WORK TO BE COMPLETED: Images are not part of the copy; write out the rest of the data exactly as given.

INFORMATION GIVEN:
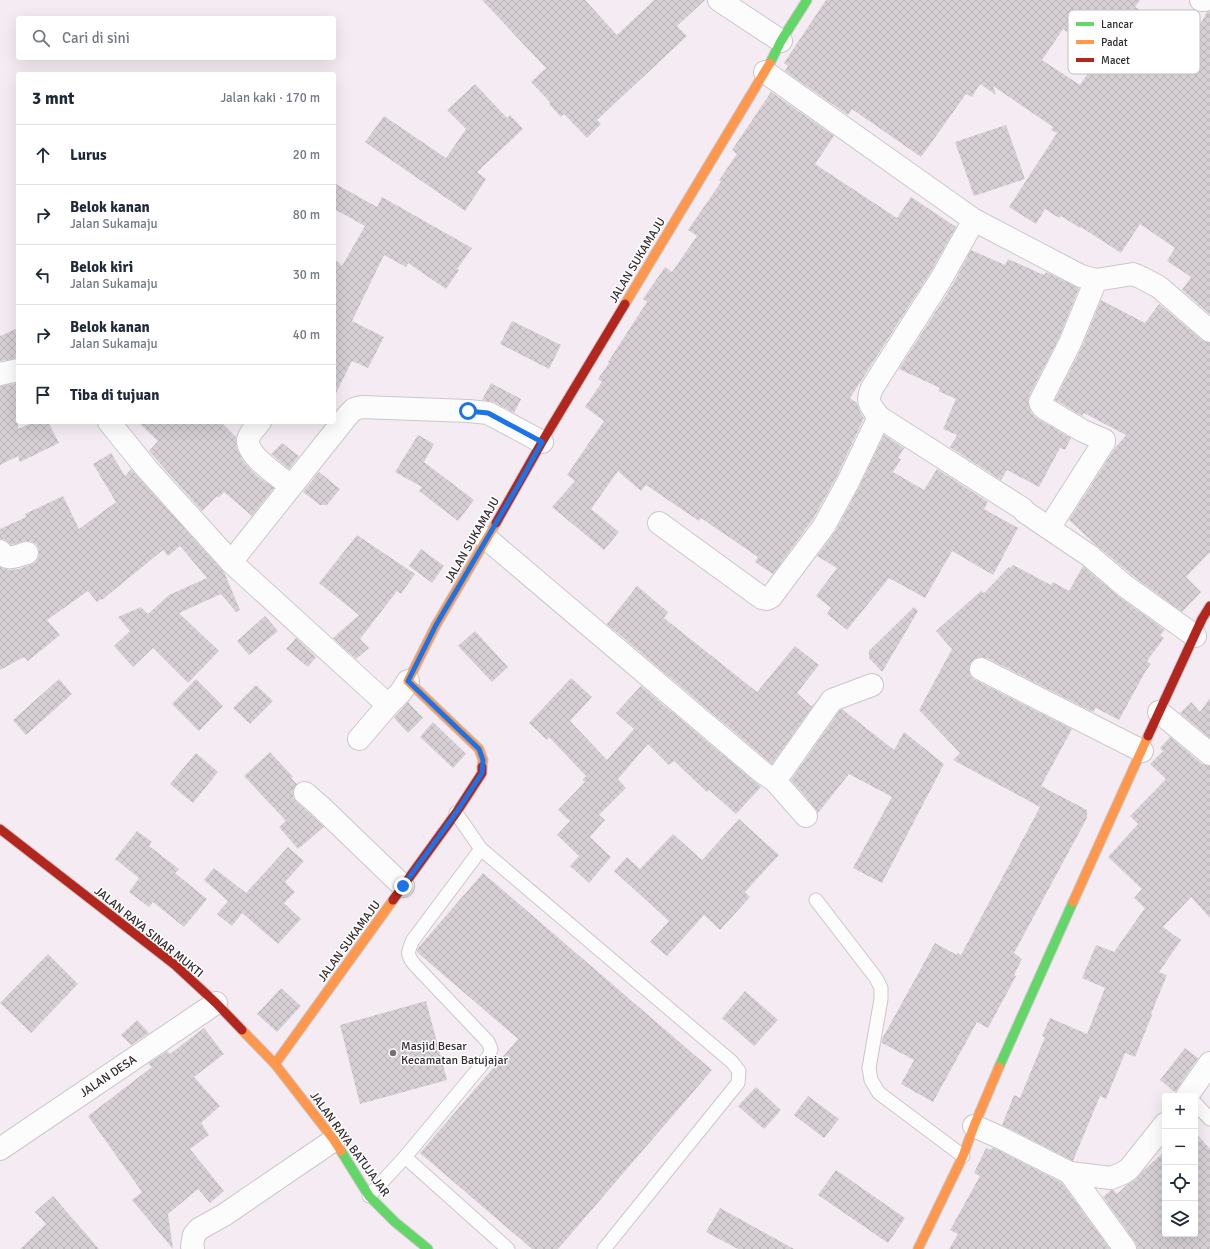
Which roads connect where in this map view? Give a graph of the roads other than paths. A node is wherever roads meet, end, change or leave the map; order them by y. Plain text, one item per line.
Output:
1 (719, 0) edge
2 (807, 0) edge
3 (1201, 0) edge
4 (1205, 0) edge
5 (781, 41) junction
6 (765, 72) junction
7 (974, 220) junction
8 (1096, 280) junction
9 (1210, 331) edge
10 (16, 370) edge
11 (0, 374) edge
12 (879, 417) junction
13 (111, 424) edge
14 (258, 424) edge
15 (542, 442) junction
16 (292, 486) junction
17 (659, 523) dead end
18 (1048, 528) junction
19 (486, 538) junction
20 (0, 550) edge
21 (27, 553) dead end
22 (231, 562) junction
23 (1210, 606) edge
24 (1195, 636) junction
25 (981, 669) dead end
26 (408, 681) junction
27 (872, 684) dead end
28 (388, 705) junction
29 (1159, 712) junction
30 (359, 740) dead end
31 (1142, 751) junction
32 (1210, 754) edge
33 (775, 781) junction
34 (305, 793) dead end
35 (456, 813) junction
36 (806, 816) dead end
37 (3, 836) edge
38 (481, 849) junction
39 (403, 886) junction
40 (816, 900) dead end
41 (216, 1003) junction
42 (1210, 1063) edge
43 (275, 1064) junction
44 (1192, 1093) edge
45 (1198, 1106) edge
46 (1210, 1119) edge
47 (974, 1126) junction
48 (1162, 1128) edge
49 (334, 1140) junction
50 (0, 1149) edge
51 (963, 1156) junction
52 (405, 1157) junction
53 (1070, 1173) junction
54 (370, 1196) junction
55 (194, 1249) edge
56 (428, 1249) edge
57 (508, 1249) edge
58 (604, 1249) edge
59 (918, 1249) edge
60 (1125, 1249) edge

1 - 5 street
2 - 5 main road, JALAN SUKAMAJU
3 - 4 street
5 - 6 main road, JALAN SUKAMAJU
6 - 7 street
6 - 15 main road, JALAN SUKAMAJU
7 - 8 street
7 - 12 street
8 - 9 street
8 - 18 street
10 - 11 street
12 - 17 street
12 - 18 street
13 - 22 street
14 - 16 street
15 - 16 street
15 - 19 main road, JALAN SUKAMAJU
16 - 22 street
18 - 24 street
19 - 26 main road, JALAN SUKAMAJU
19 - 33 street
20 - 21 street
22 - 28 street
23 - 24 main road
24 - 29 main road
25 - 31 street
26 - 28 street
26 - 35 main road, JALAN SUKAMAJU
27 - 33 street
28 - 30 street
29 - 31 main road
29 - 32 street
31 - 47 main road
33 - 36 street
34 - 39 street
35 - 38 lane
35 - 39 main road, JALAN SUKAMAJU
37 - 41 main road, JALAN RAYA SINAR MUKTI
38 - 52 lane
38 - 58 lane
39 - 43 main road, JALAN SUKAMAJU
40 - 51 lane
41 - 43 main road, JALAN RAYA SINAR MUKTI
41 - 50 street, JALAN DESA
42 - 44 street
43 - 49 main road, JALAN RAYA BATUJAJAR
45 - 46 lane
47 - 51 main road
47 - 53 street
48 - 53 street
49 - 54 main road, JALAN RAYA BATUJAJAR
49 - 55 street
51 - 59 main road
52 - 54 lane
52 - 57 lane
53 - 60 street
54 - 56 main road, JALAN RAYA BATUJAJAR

EXERCISE SOLUTION:
Which roads connect where in this map view? Give a graph of the roads other than paths. A node is wherever roads meet, end, change or leave the map; order them by y. Plain text, one item per line.
Output:
1 (719, 0) edge
2 (807, 0) edge
3 (1201, 0) edge
4 (1205, 0) edge
5 (781, 41) junction
6 (765, 72) junction
7 (974, 220) junction
8 (1096, 280) junction
9 (1210, 331) edge
10 (16, 370) edge
11 (0, 374) edge
12 (879, 417) junction
13 (111, 424) edge
14 (258, 424) edge
15 (542, 442) junction
16 (292, 486) junction
17 (659, 523) dead end
18 (1048, 528) junction
19 (486, 538) junction
20 (0, 550) edge
21 (27, 553) dead end
22 (231, 562) junction
23 (1210, 606) edge
24 (1195, 636) junction
25 (981, 669) dead end
26 (408, 681) junction
27 (872, 684) dead end
28 (388, 705) junction
29 (1159, 712) junction
30 (359, 740) dead end
31 (1142, 751) junction
32 (1210, 754) edge
33 (775, 781) junction
34 (305, 793) dead end
35 (456, 813) junction
36 (806, 816) dead end
37 (3, 836) edge
38 (481, 849) junction
39 (403, 886) junction
40 (816, 900) dead end
41 (216, 1003) junction
42 (1210, 1063) edge
43 (275, 1064) junction
44 (1192, 1093) edge
45 (1198, 1106) edge
46 (1210, 1119) edge
47 (974, 1126) junction
48 (1162, 1128) edge
49 (334, 1140) junction
50 (0, 1149) edge
51 (963, 1156) junction
52 (405, 1157) junction
53 (1070, 1173) junction
54 (370, 1196) junction
55 (194, 1249) edge
56 (428, 1249) edge
57 (508, 1249) edge
58 (604, 1249) edge
59 (918, 1249) edge
60 (1125, 1249) edge

1 - 5 street
2 - 5 main road, JALAN SUKAMAJU
3 - 4 street
5 - 6 main road, JALAN SUKAMAJU
6 - 7 street
6 - 15 main road, JALAN SUKAMAJU
7 - 8 street
7 - 12 street
8 - 9 street
8 - 18 street
10 - 11 street
12 - 17 street
12 - 18 street
13 - 22 street
14 - 16 street
15 - 16 street
15 - 19 main road, JALAN SUKAMAJU
16 - 22 street
18 - 24 street
19 - 26 main road, JALAN SUKAMAJU
19 - 33 street
20 - 21 street
22 - 28 street
23 - 24 main road
24 - 29 main road
25 - 31 street
26 - 28 street
26 - 35 main road, JALAN SUKAMAJU
27 - 33 street
28 - 30 street
29 - 31 main road
29 - 32 street
31 - 47 main road
33 - 36 street
34 - 39 street
35 - 38 lane
35 - 39 main road, JALAN SUKAMAJU
37 - 41 main road, JALAN RAYA SINAR MUKTI
38 - 52 lane
38 - 58 lane
39 - 43 main road, JALAN SUKAMAJU
40 - 51 lane
41 - 43 main road, JALAN RAYA SINAR MUKTI
41 - 50 street, JALAN DESA
42 - 44 street
43 - 49 main road, JALAN RAYA BATUJAJAR
45 - 46 lane
47 - 51 main road
47 - 53 street
48 - 53 street
49 - 54 main road, JALAN RAYA BATUJAJAR
49 - 55 street
51 - 59 main road
52 - 54 lane
52 - 57 lane
53 - 60 street
54 - 56 main road, JALAN RAYA BATUJAJAR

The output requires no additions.